Anissa Flore Amziane et Michel Stefani.
Anissa Flore Amziane et Michel Stefani.
- Vous prônez une politique ambitieuse du logement. Laquelle ?
- La Corse, en général, est un territoire dit « en tension ». Cette tension résulte du déficit de logements sociaux. Le taux de logements sociaux par rapport au nombre de résidences principales est de l’ordre de 10% en Corse pour une moyenne nationale de 17%. La production de logements sociaux demeure à un niveau insuffisant. Elle représente moins de 10% de la construction de nouveaux logements, soit un peu plus de 300 logements par an, alors que les besoins sont évalués à 500, voire 600, nouveaux logements sociaux par an. Nous proposons de lancer la construction de 600 logements sociaux par an sur dix ans.
 
- La tension est causée par la résidentialisation et la spéculation qui font flamber les prix et empêchent les Corses de se loger. Comptez-vous lutter contre cela ? 

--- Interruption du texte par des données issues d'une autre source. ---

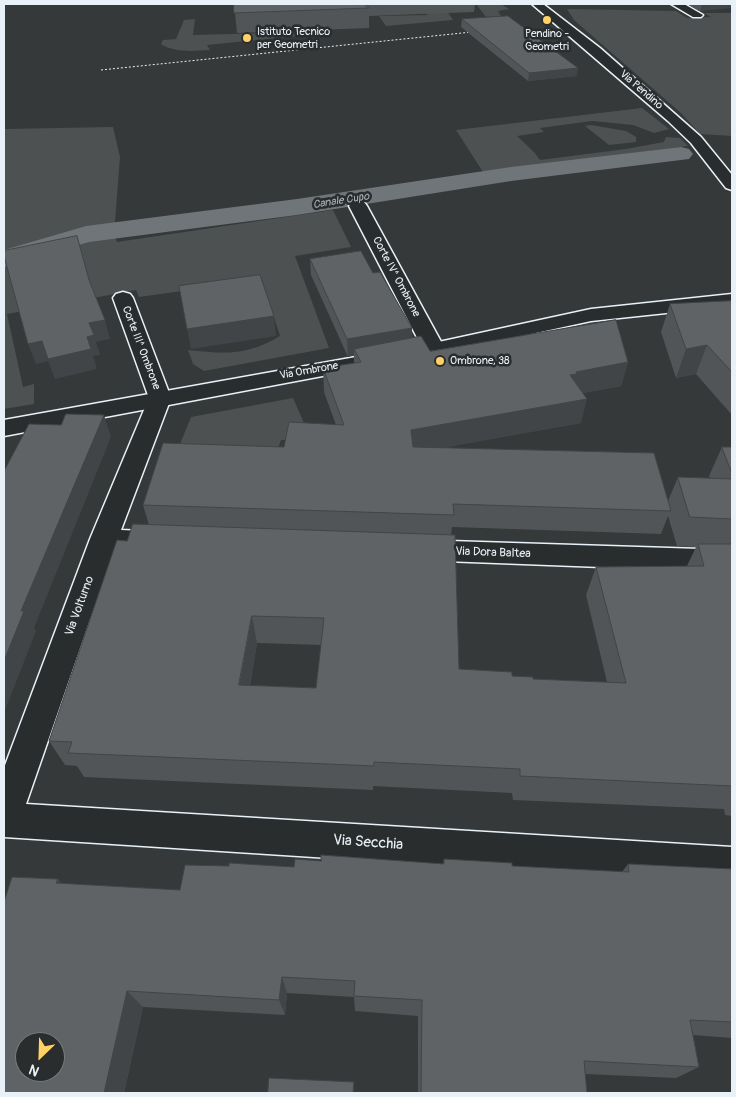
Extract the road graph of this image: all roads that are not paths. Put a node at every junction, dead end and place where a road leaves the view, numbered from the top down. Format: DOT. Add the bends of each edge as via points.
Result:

- La mono-activité touristique est une économie de service fondée sur l’accueil touristique allant de l’ordinaire au haut de gamme, voire de luxe. C’est ce qui fait, par exemple, en Extrême-Sud, la forte densité de résidences destinées à cela. La pression spéculative en découle et nous voyons qu’avec elle, les dérives affairistes et mafieuses prospèrent. Un ménage sur 2 en Corse ne possède rien ! Avoir un toit, c’est avoir la possibilité de commencer un projet de vie. Ce doit être une priorité de l’action publique en Corse ! Dans les années 2000 avec Dominique Bucchini, nous nous étions battus pour obtenir la création d’un Office foncier afin de mieux maitriser cette action au service des collectivités locales. Outre la construction de logements sociaux, nous préconisons l’encadrement des loyers.
 
- Une bonne partie des candidats promettent la révision du PADDUC et son assouplissement. Quelle est votre position ?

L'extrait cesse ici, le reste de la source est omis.